Kisspeptins inhibit human airway smooth muscle proliferation

Sex and gender disparity in asthma is recognized and suggests a modulatory role for sex steroids, particularly estrogen. However, there is a dichotomous role for estrogen in airway remodeling, making it unclear whether sex hormones are protective or detrimental in asthma and suggesting a need to explore mechanisms upstream or independent of estrogen. We hypothesize that kisspeptin (Kp)/KISS1R signaling serves this role. Airway smooth muscle (ASM) is a key structural cell type that contributes to remodeling in asthma. We explored the role of Kp/KISS1R in regulating ASM proliferation. We report potentially novel data indicating that Kp and KISS1R are expressed in human airways, especially ASM, with lower expression in ASM from women compared with men and lower in patients with asthma compared with people without asthma. Proliferation studies showed that cleaved forms of Kp, particularly Kp-10, mitigated POGF-induced ASM proliferation.
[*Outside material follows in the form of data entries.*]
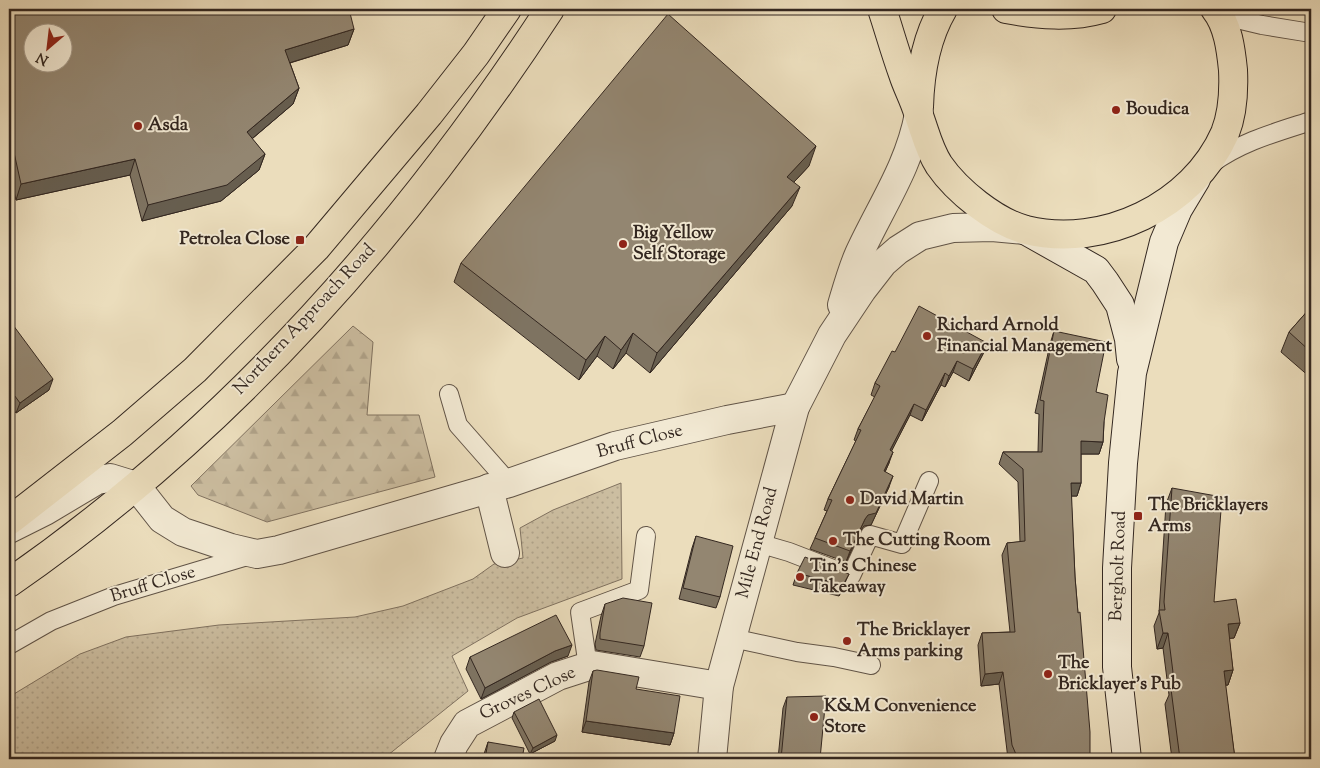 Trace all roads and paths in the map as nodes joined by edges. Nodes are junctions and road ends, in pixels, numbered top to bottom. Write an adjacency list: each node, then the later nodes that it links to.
1 (507, 9): 20 (main road)
2 (550, 9): 18 (main road, Northern Approach Road)
3 (882, 9): 9 (main road)
4 (943, 9): 9 (main road)
5 (1006, 9): 6 (main road)
6 (1102, 9)
7 (1218, 11): 8 (lane); 11 (main road)
8 (1311, 33)
9 (919, 114): 12 (main road); 13 (street, Mile End Road)
10 (1311, 121): 11 (lane)
11 (1199, 173): 12 (main road); 14 (street, Bergholt Road)
12 (1025, 230): 13 (street, Mile End Road); 14 (street, Bergholt Road)
13 (832, 335): 16 (street, Mile End Road)
14 (1132, 373): 34 (street, Bergholt Road)
15 (449, 394): 19 (lane)
16 (795, 407): 19 (street, Bruff Close); 23 (street, Mile End Road)
17 (929, 481): 23 (lane)
18 (136, 486): 21 (street); 25 (street, Bruff Close); 26 (main road, Northern Approach Road)
19 (499, 486): 24 (street); 25 (street, Bruff Close)
20 (9, 521)
21 (9, 529)
22 (646, 536): 30 (lane)
23 (758, 543): 27 (street, Mile End Road)
24 (505, 553)
25 (256, 554): 28 (lane, Bruff Close)
26 (9, 583)
27 (732, 638): 29 (lane); 31 (street, Mile End Road)
28 (9, 645)
29 (871, 666)
30 (588, 667): 31 (street, Groves Close); 32 (street, Groves Close)
31 (719, 686): 33 (street, Mile End Road)
32 (448, 759)
33 (712, 759)
34 (1127, 759)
Pharmacological inhibition and shRNA knockdown of KISS1R increased basal ASM proliferation, which was further amplified by PDGF. The antiproliferative effect of Kp-10 in ASM was mediated by inhibition of MAPK/ERK/Akt pathways, with altered expression of PCNA, C/EBP-alpha, Ki-67, cyclin D1, and cyclin E leading to cell cycle arrest at G(0)/G(1) phase. Overall, we demonstrate the importance of Kp/KISS1R signaling in regulating ASM proliferation and a potential therapeutic avenue to blunt remodeling in asthma.

Automated summary

Sex and gender disparities in asthma are influenced by sex steroids, particularly estrogen. This study explores the role of kisspeptin (Kp)/KISS1R signaling in regulating airway smooth muscle (ASM) proliferation, an important process in asthma remodeling. The findings suggest that lower expression of Kp/KISS1R in ASM may contribute to increased proliferation in patients with asthma. Kp-10 shows potential as a therapeutic target to inhibit ASM proliferation through inhibition of MAPK/ERK/Akt pathways.